= TRY IT =
Pictures should not appear in the copy; the records themselves must be written out exactly.
━━━ SOURCE MATERIAL ━━━
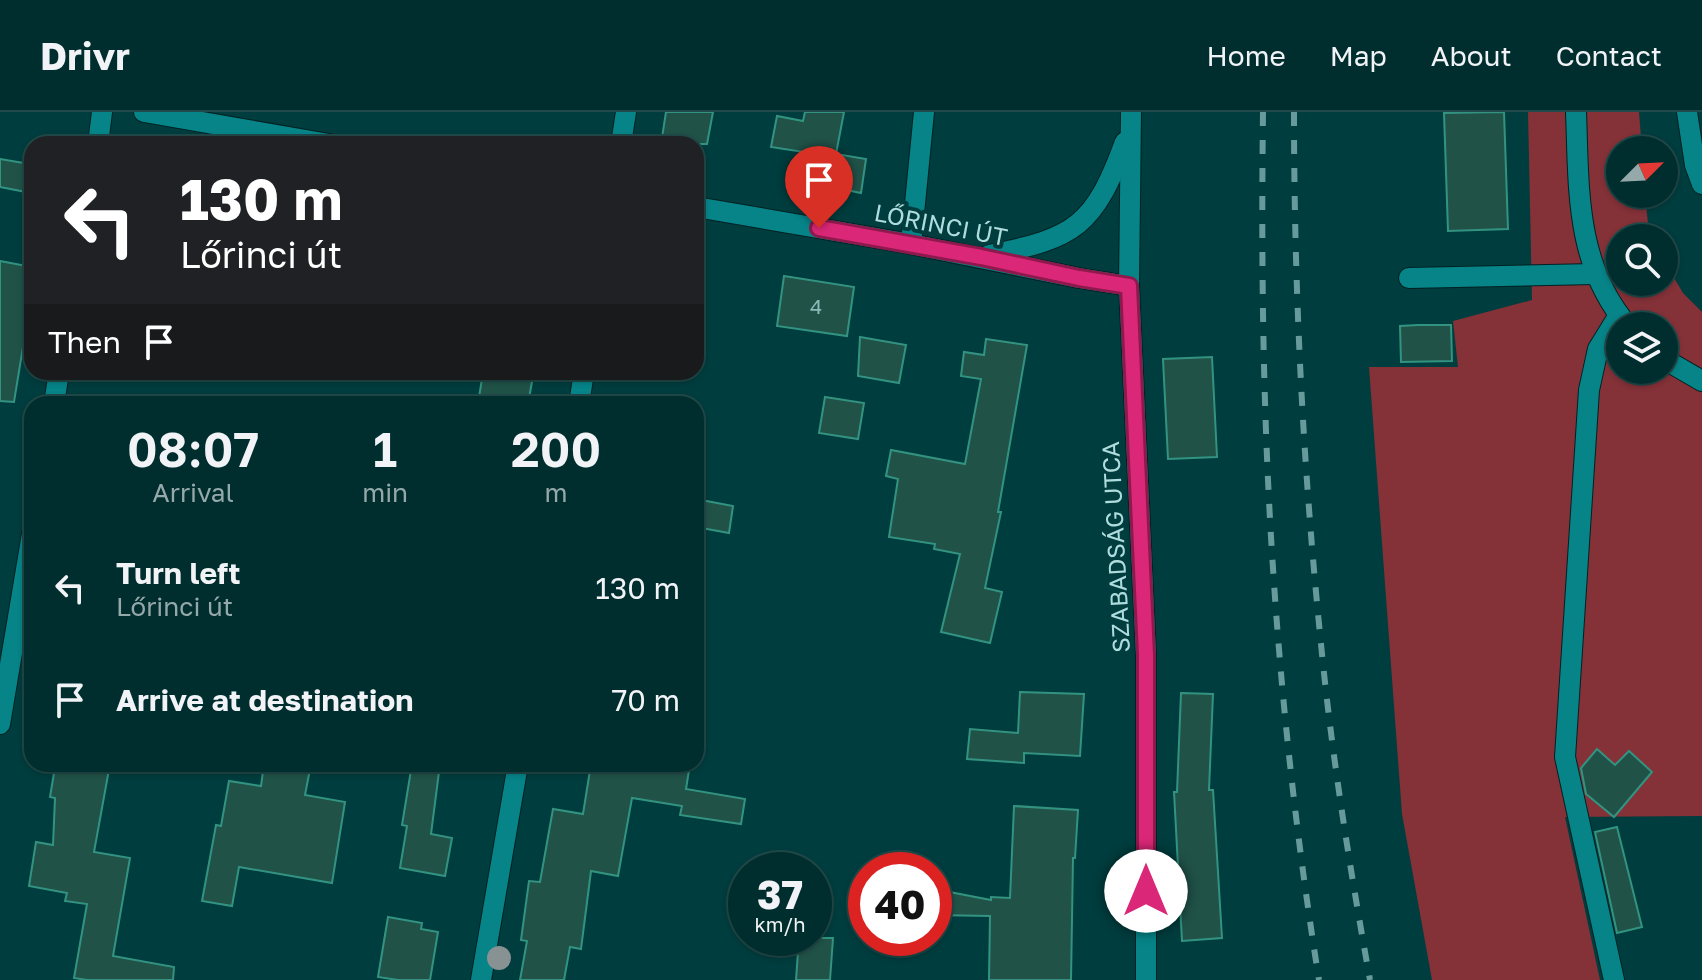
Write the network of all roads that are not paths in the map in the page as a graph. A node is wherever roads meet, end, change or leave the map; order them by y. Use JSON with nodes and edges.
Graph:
{"nodes":[{"id":1,"x":102,"y":112,"type":"edge"},
{"id":2,"x":144,"y":112,"type":"edge"},
{"id":3,"x":626,"y":112,"type":"edge"},
{"id":4,"x":924,"y":112,"type":"edge"},
{"id":5,"x":1576,"y":112,"type":"edge"},
{"id":6,"x":1687,"y":112,"type":"edge"},
{"id":7,"x":166,"y":114,"type":"edge"},
{"id":8,"x":1131,"y":120,"type":"edge"},
{"id":9,"x":99,"y":136,"type":"edge"},
{"id":10,"x":286,"y":136,"type":"edge"},
{"id":11,"x":622,"y":136,"type":"edge"},
{"id":12,"x":1700,"y":170,"type":"edge"},
{"id":13,"x":704,"y":208,"type":"edge"},
{"id":14,"x":911,"y":244,"type":"junction"},
{"id":15,"x":981,"y":257,"type":"junction"},
{"id":16,"x":1595,"y":274,"type":"junction"},
{"id":17,"x":1409,"y":278,"type":"dead end"},
{"id":18,"x":1129,"y":286,"type":"junction"},
{"id":19,"x":1618,"y":312,"type":"edge"},
{"id":20,"x":1606,"y":340,"type":"edge"},
{"id":21,"x":1678,"y":367,"type":"edge"},
{"id":22,"x":1702,"y":381,"type":"edge"},
{"id":23,"x":24,"y":582,"type":"edge"},
{"id":24,"x":0,"y":724,"type":"edge"},
{"id":25,"x":517,"y":772,"type":"edge"},
{"id":26,"x":481,"y":980,"type":"edge"},
{"id":27,"x":1146,"y":980,"type":"edge"},
{"id":28,"x":1614,"y":980,"type":"edge"}],
"edges":[{"from":1,"to":9,"type":"street"},
{"from":2,"to":7,"type":"street"},
{"from":3,"to":11,"type":"street"},
{"from":4,"to":14,"type":"street"},
{"from":5,"to":16,"type":"street"},
{"from":6,"to":12,"type":"street"},
{"from":7,"to":10,"type":"street"},
{"from":8,"to":15,"type":"street"},
{"from":8,"to":18,"type":"street","name":"SZABADSÁG UTCA"},
{"from":13,"to":14,"type":"street","name":"LŐRINCI ÚT"},
{"from":14,"to":15,"type":"street","name":"LŐRINCI ÚT"},
{"from":15,"to":18,"type":"street","name":"LŐRINCI ÚT"},
{"from":16,"to":17,"type":"street"},
{"from":16,"to":19,"type":"street"},
{"from":18,"to":27,"type":"street","name":"SZABADSÁG UTCA"},
{"from":20,"to":28,"type":"street"},
{"from":21,"to":22,"type":"street"},
{"from":23,"to":24,"type":"street"},
{"from":25,"to":26,"type":"street"}]}
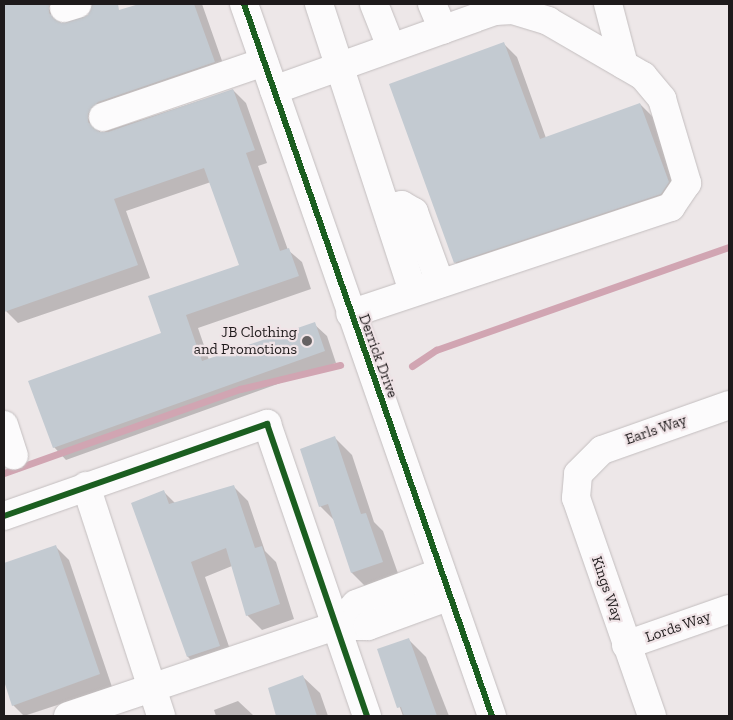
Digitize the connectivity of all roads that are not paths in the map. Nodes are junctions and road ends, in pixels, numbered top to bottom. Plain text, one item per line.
1 (244, 4) edge
2 (318, 4) edge
3 (374, 4) edge
4 (432, 4) edge
5 (608, 4) edge
6 (494, 8) edge
7 (547, 12) edge
8 (443, 30) junction
9 (391, 47) junction
10 (264, 62) junction
11 (340, 64) junction
12 (624, 65) junction
13 (274, 90) junction
14 (103, 117) dead end
15 (388, 207) junction
16 (440, 283) junction
17 (413, 292) junction
18 (350, 314) junction
19 (729, 405) edge
20 (4, 426) edge
21 (14, 455) dead end
22 (586, 462) joint
23 (86, 486) junction
24 (4, 516) edge
25 (446, 584) junction
26 (729, 609) edge
27 (335, 626) junction
28 (626, 645) junction
29 (151, 685) junction
30 (68, 716) edge
31 (161, 716) edge
32 (367, 716) edge
33 (492, 716) edge
34 (652, 716) edge

1 - 10 street, Derrick Drive
2 - 11 street
3 - 9 street
4 - 8 street
5 - 12 street
6 - 7 street
6 - 8 street
7 - 12 street
8 - 9 street
9 - 11 street
10 - 13 street, Derrick Drive
10 - 14 street
11 - 13 street
11 - 15 street
12 - 16 street
13 - 18 street, Derrick Drive
15 - 16 street
15 - 17 street
16 - 17 street
17 - 18 street
18 - 25 street, Derrick Drive
19 - 22 street, Earls Way
20 - 21 street
22 - 28 street, Kings Way
23 - 24 street
23 - 27 street
23 - 29 street
25 - 27 street
25 - 33 street, Derrick Drive
26 - 28 street, Lords Way
27 - 29 street
27 - 32 street
28 - 34 street, Kings Way
29 - 30 street
29 - 31 street

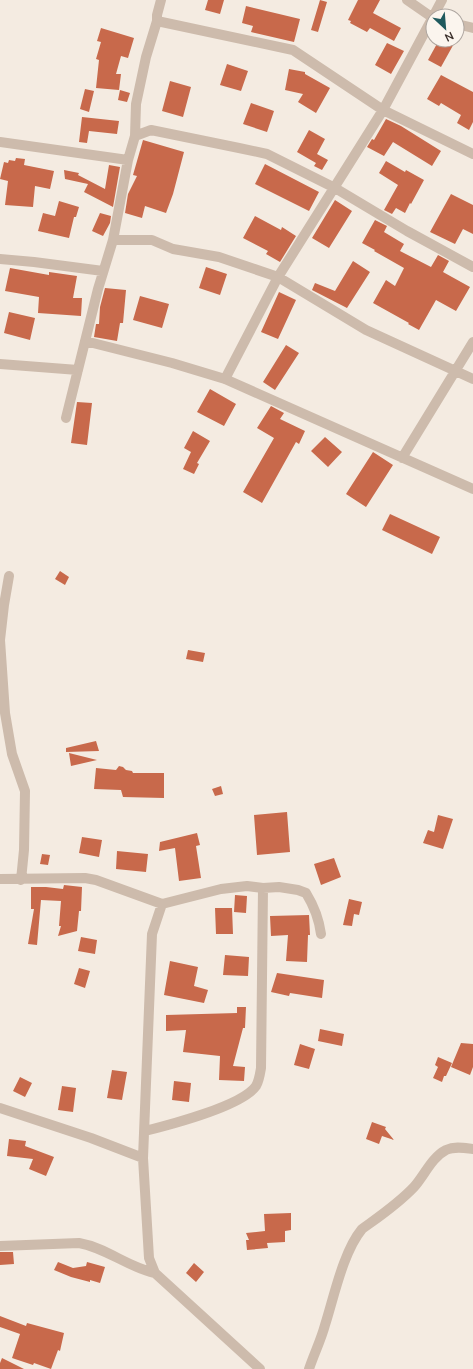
━━━
= EXERCISE RESPONSE =
Write the network of all roads that are not paths in the map in the page as a graph. A node is wherever roads meet, end, change or leave the map; order them by y. Use JSON with nodes and edges.
Graph:
{"nodes":[{"id":1,"x":102,"y":112,"type":"edge"},
{"id":2,"x":144,"y":112,"type":"edge"},
{"id":3,"x":626,"y":112,"type":"edge"},
{"id":4,"x":924,"y":112,"type":"edge"},
{"id":5,"x":1576,"y":112,"type":"edge"},
{"id":6,"x":1687,"y":112,"type":"edge"},
{"id":7,"x":166,"y":114,"type":"edge"},
{"id":8,"x":1131,"y":120,"type":"edge"},
{"id":9,"x":99,"y":136,"type":"edge"},
{"id":10,"x":286,"y":136,"type":"edge"},
{"id":11,"x":622,"y":136,"type":"edge"},
{"id":12,"x":1700,"y":170,"type":"edge"},
{"id":13,"x":704,"y":208,"type":"edge"},
{"id":14,"x":911,"y":244,"type":"junction"},
{"id":15,"x":981,"y":257,"type":"junction"},
{"id":16,"x":1595,"y":274,"type":"junction"},
{"id":17,"x":1409,"y":278,"type":"dead end"},
{"id":18,"x":1129,"y":286,"type":"junction"},
{"id":19,"x":1618,"y":312,"type":"edge"},
{"id":20,"x":1606,"y":340,"type":"edge"},
{"id":21,"x":1678,"y":367,"type":"edge"},
{"id":22,"x":1702,"y":381,"type":"edge"},
{"id":23,"x":24,"y":582,"type":"edge"},
{"id":24,"x":0,"y":724,"type":"edge"},
{"id":25,"x":517,"y":772,"type":"edge"},
{"id":26,"x":481,"y":980,"type":"edge"},
{"id":27,"x":1146,"y":980,"type":"edge"},
{"id":28,"x":1614,"y":980,"type":"edge"}],
"edges":[{"from":1,"to":9,"type":"street"},
{"from":2,"to":7,"type":"street"},
{"from":3,"to":11,"type":"street"},
{"from":4,"to":14,"type":"street"},
{"from":5,"to":16,"type":"street"},
{"from":6,"to":12,"type":"street"},
{"from":7,"to":10,"type":"street"},
{"from":8,"to":15,"type":"street"},
{"from":8,"to":18,"type":"street","name":"SZABADSÁG UTCA"},
{"from":13,"to":14,"type":"street","name":"LŐRINCI ÚT"},
{"from":14,"to":15,"type":"street","name":"LŐRINCI ÚT"},
{"from":15,"to":18,"type":"street","name":"LŐRINCI ÚT"},
{"from":16,"to":17,"type":"street"},
{"from":16,"to":19,"type":"street"},
{"from":18,"to":27,"type":"street","name":"SZABADSÁG UTCA"},
{"from":20,"to":28,"type":"street"},
{"from":21,"to":22,"type":"street"},
{"from":23,"to":24,"type":"street"},
{"from":25,"to":26,"type":"street"}]}
Digitize the connectivity of all roads that are not paths in the map. Nodes are junctions and road ends, in pixels, numbered top to bottom. Plain text, one item per line.
1 (244, 4) edge
2 (318, 4) edge
3 (374, 4) edge
4 (432, 4) edge
5 (608, 4) edge
6 (494, 8) edge
7 (547, 12) edge
8 (443, 30) junction
9 (391, 47) junction
10 (264, 62) junction
11 (340, 64) junction
12 (624, 65) junction
13 (274, 90) junction
14 (103, 117) dead end
15 (388, 207) junction
16 (440, 283) junction
17 (413, 292) junction
18 (350, 314) junction
19 (729, 405) edge
20 (4, 426) edge
21 (14, 455) dead end
22 (586, 462) joint
23 (86, 486) junction
24 (4, 516) edge
25 (446, 584) junction
26 (729, 609) edge
27 (335, 626) junction
28 (626, 645) junction
29 (151, 685) junction
30 (68, 716) edge
31 (161, 716) edge
32 (367, 716) edge
33 (492, 716) edge
34 (652, 716) edge

1 - 10 street, Derrick Drive
2 - 11 street
3 - 9 street
4 - 8 street
5 - 12 street
6 - 7 street
6 - 8 street
7 - 12 street
8 - 9 street
9 - 11 street
10 - 13 street, Derrick Drive
10 - 14 street
11 - 13 street
11 - 15 street
12 - 16 street
13 - 18 street, Derrick Drive
15 - 16 street
15 - 17 street
16 - 17 street
17 - 18 street
18 - 25 street, Derrick Drive
19 - 22 street, Earls Way
20 - 21 street
22 - 28 street, Kings Way
23 - 24 street
23 - 27 street
23 - 29 street
25 - 27 street
25 - 33 street, Derrick Drive
26 - 28 street, Lords Way
27 - 29 street
27 - 32 street
28 - 34 street, Kings Way
29 - 30 street
29 - 31 street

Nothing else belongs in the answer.